Segundo a autoridade monetária, R$ 7,9 bilhões estão disponíveis para 45,3 milhões de clientes, enquanto R$ 2,4 bilhões podem ser retirados por 5 milhões de empresas.
Como consultar o dinheiro esquecido
- Acesse o site do Sistema de Valores a Receber (SRV) no período de saque informado na primeira consulta. Caso tenha esquecido as datas, é possível voltar ao sistema na repescagem.
- Faça login na conta gov.br (nível prata ou ouro). Caso não tenha conta em alguns dos dois níveis, adiante o cadastro ou aumente o nível de segurança (no caso de contas tipo bronze) no site ou no aplicativo Gov.br.
- Leia e aceite o termo de responsabilidade.
- Verifique o valor a receber, a instituição que deve devolver o valor e a origem (tipo) do valor a receber.
- Escolha a opção, entre as indicadas pelo sistema: “Solicitar por aqui”, para devolução do valor via Pix, em até 12 dias úteis; ou “Solicitar via instituição”, voltado para usuários que não têm Pix.
Até abril, o BC informou que foram devolvidos R$ 15 bilhões em recursos que estavam esquecidos em bancos.

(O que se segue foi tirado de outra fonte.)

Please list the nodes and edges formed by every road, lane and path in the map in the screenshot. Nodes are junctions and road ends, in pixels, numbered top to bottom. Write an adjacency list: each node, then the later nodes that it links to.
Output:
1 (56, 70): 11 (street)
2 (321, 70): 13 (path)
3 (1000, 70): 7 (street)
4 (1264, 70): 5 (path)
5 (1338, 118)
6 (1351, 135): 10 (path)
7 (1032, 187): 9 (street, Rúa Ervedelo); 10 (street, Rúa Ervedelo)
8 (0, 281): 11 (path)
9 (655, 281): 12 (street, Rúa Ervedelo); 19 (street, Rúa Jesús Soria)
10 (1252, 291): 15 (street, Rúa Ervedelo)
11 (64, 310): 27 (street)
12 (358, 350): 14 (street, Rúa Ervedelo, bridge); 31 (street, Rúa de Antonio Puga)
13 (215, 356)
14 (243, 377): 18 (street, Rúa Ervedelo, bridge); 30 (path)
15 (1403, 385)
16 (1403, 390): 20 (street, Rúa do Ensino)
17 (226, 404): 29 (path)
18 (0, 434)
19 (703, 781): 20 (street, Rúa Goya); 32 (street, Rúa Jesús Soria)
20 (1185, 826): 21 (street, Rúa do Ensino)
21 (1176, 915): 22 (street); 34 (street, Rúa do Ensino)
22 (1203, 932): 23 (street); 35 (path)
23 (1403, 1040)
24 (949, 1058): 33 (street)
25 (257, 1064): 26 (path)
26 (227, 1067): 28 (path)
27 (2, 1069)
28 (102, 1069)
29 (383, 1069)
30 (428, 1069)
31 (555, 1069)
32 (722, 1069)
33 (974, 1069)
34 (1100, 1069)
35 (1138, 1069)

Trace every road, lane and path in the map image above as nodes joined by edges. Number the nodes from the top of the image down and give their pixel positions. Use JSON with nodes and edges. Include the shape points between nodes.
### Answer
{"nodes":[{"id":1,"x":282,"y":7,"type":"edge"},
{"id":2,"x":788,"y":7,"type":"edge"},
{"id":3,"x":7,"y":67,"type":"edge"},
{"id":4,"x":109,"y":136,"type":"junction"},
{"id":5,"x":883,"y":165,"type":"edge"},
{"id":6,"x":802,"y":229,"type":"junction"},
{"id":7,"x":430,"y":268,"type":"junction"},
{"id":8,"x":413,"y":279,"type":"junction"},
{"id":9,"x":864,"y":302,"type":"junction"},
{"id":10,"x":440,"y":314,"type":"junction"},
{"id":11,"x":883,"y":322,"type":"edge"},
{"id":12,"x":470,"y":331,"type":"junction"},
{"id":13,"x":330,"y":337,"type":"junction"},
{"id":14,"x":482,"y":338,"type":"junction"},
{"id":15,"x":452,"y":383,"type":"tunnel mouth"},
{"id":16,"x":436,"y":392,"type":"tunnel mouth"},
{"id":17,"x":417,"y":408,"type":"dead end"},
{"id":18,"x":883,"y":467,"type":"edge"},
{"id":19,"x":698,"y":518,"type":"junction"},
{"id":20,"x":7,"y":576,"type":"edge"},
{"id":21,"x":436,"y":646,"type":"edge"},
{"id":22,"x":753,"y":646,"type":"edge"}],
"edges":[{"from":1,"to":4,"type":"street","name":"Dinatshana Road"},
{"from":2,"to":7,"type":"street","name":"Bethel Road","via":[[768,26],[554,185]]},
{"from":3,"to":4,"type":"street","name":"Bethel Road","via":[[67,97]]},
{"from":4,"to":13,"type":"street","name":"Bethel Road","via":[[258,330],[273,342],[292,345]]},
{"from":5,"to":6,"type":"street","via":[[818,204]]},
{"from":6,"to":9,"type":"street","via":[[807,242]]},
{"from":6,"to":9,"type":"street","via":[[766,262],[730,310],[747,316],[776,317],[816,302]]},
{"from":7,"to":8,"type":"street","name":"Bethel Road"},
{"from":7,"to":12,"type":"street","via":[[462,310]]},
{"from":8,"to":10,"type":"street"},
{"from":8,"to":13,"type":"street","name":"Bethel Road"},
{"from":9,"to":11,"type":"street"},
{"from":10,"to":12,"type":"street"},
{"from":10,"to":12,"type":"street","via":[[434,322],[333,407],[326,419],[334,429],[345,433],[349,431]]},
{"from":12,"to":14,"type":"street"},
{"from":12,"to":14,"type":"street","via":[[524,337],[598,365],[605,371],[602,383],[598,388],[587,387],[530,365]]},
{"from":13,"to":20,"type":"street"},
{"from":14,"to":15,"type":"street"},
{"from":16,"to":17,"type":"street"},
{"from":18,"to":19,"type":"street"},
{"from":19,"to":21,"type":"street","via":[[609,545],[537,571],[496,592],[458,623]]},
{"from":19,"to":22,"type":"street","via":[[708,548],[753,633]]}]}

Dos valores devolvidos, R$ 11 bilhões foram destinados a pessoas físicas e R$ 3,9 bilhões, para pessoas jurídicas.
Valores
A maior parte dos valores é de até R$ 10 (64,57%), e a menor parte, de valores acima de R$ 1 mil (2,1%).
Além disso, os bancos são os maiores detentores dos valores esquecidos, seguidos por consórcios, cooperativas e instituições de pagamentos.
Segundo o BC, desde 27 de maio é possível habilitar uma solicitação automática de resgate dos valores a receber.
A adesão ao novo serviço é facultativa, e todas as demais funcionalidades do sistema permanecem iguais.
Novo Desenrola
O programa Novo Desenrola Brasil, lançado no último dia 4 de maio, com o objetivo de reduzir o endividamento recorde da população, vai utilizar parte dos recursos financeiros não resgatados, o popular “dinheiro esquecido” nos bancos, para bancar a garantia do refinanciamento de dívidas.
Anteriormente, o Ministério da Fazenda havia informado que não havia prazo para os clientes retirarem os recursos das instituições financeiras. No entanto, com o lançamento do Novo Desenrola Brasil, o Desenrola 2.0, isto mudou.
O uso do “dinheiro esquecido” para garantir o desconto nas dívidas ocorre com a transferência de parte deste valor para o Fundo Garantidor de Operações (FGO).
O governo federal estabeleceu, por meio de portaria, que o saldo do “dinheiro esquecido”, informado pelas instituições financeiras ao Banco Central até 31 de dezembro de 2024, seria transferido ao FGO.
A portaria, no entanto, ressalvou que 10% do montante serão reservados para atender a eventuais demandas de devolução de valores.
O Ministério da Fazenda informou, no último dia 27, que as instituições financeiras já haviam transferido R$ 5,7 bilhões em recursos não resgatados por clientes ao Fundo Garantidor de Operações.